> [ASSIGNMENT]: Give back all of the data, word for word.

> [DATA RECORDS]:
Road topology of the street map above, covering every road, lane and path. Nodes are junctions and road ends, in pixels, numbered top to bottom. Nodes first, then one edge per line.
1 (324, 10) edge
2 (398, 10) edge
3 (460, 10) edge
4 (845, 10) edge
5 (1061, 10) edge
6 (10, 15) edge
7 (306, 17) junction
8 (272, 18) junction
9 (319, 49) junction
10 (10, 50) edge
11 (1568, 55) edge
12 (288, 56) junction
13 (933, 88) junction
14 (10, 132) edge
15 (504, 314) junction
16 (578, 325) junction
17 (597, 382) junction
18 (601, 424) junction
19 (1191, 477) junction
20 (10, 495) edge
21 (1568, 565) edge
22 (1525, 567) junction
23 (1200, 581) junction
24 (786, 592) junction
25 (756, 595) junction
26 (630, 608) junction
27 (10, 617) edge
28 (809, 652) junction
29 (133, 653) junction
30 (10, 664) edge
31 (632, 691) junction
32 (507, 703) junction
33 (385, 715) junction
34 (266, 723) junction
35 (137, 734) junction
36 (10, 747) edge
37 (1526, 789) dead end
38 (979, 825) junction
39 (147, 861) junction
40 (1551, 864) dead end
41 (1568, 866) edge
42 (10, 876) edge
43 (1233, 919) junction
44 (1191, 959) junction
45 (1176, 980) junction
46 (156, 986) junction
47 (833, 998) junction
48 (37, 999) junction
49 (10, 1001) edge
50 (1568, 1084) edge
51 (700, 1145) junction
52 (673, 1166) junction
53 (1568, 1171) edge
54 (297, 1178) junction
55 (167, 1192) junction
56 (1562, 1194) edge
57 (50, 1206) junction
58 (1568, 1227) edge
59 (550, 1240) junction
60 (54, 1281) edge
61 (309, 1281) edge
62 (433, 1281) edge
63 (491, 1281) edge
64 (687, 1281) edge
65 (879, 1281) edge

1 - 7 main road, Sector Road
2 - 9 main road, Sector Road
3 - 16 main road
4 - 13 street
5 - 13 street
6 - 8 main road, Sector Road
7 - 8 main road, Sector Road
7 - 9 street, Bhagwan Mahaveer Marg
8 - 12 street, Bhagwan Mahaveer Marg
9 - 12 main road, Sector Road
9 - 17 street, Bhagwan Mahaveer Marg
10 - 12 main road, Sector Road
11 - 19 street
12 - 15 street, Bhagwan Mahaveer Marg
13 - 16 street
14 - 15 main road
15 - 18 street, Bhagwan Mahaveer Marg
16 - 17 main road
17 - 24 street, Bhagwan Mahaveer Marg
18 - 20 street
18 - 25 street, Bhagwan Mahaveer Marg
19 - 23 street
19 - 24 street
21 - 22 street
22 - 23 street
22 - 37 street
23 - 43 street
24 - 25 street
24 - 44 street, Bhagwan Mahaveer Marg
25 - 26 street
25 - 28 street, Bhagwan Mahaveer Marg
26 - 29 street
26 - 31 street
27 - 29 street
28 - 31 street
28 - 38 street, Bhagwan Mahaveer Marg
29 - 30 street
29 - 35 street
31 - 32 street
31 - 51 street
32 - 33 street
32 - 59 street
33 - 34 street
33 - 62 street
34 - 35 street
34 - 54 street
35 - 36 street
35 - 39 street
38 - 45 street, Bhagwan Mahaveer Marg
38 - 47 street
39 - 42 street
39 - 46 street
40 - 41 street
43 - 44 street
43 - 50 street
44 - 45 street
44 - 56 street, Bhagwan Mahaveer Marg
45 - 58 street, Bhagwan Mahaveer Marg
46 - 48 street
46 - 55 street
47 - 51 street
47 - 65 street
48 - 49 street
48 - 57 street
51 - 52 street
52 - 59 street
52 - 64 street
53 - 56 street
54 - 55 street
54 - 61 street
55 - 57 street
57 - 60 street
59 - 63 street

> [RESPONSE BELOW]:
Road topology of the street map above, covering every road, lane and path. Nodes are junctions and road ends, in pixels, numbered top to bottom. Nodes first, then one edge per line.
1 (324, 10) edge
2 (398, 10) edge
3 (460, 10) edge
4 (845, 10) edge
5 (1061, 10) edge
6 (10, 15) edge
7 (306, 17) junction
8 (272, 18) junction
9 (319, 49) junction
10 (10, 50) edge
11 (1568, 55) edge
12 (288, 56) junction
13 (933, 88) junction
14 (10, 132) edge
15 (504, 314) junction
16 (578, 325) junction
17 (597, 382) junction
18 (601, 424) junction
19 (1191, 477) junction
20 (10, 495) edge
21 (1568, 565) edge
22 (1525, 567) junction
23 (1200, 581) junction
24 (786, 592) junction
25 (756, 595) junction
26 (630, 608) junction
27 (10, 617) edge
28 (809, 652) junction
29 (133, 653) junction
30 (10, 664) edge
31 (632, 691) junction
32 (507, 703) junction
33 (385, 715) junction
34 (266, 723) junction
35 (137, 734) junction
36 (10, 747) edge
37 (1526, 789) dead end
38 (979, 825) junction
39 (147, 861) junction
40 (1551, 864) dead end
41 (1568, 866) edge
42 (10, 876) edge
43 (1233, 919) junction
44 (1191, 959) junction
45 (1176, 980) junction
46 (156, 986) junction
47 (833, 998) junction
48 (37, 999) junction
49 (10, 1001) edge
50 (1568, 1084) edge
51 (700, 1145) junction
52 (673, 1166) junction
53 (1568, 1171) edge
54 (297, 1178) junction
55 (167, 1192) junction
56 (1562, 1194) edge
57 (50, 1206) junction
58 (1568, 1227) edge
59 (550, 1240) junction
60 (54, 1281) edge
61 (309, 1281) edge
62 (433, 1281) edge
63 (491, 1281) edge
64 (687, 1281) edge
65 (879, 1281) edge

1 - 7 main road, Sector Road
2 - 9 main road, Sector Road
3 - 16 main road
4 - 13 street
5 - 13 street
6 - 8 main road, Sector Road
7 - 8 main road, Sector Road
7 - 9 street, Bhagwan Mahaveer Marg
8 - 12 street, Bhagwan Mahaveer Marg
9 - 12 main road, Sector Road
9 - 17 street, Bhagwan Mahaveer Marg
10 - 12 main road, Sector Road
11 - 19 street
12 - 15 street, Bhagwan Mahaveer Marg
13 - 16 street
14 - 15 main road
15 - 18 street, Bhagwan Mahaveer Marg
16 - 17 main road
17 - 24 street, Bhagwan Mahaveer Marg
18 - 20 street
18 - 25 street, Bhagwan Mahaveer Marg
19 - 23 street
19 - 24 street
21 - 22 street
22 - 23 street
22 - 37 street
23 - 43 street
24 - 25 street
24 - 44 street, Bhagwan Mahaveer Marg
25 - 26 street
25 - 28 street, Bhagwan Mahaveer Marg
26 - 29 street
26 - 31 street
27 - 29 street
28 - 31 street
28 - 38 street, Bhagwan Mahaveer Marg
29 - 30 street
29 - 35 street
31 - 32 street
31 - 51 street
32 - 33 street
32 - 59 street
33 - 34 street
33 - 62 street
34 - 35 street
34 - 54 street
35 - 36 street
35 - 39 street
38 - 45 street, Bhagwan Mahaveer Marg
38 - 47 street
39 - 42 street
39 - 46 street
40 - 41 street
43 - 44 street
43 - 50 street
44 - 45 street
44 - 56 street, Bhagwan Mahaveer Marg
45 - 58 street, Bhagwan Mahaveer Marg
46 - 48 street
46 - 55 street
47 - 51 street
47 - 65 street
48 - 49 street
48 - 57 street
51 - 52 street
52 - 59 street
52 - 64 street
53 - 56 street
54 - 55 street
54 - 61 street
55 - 57 street
57 - 60 street
59 - 63 street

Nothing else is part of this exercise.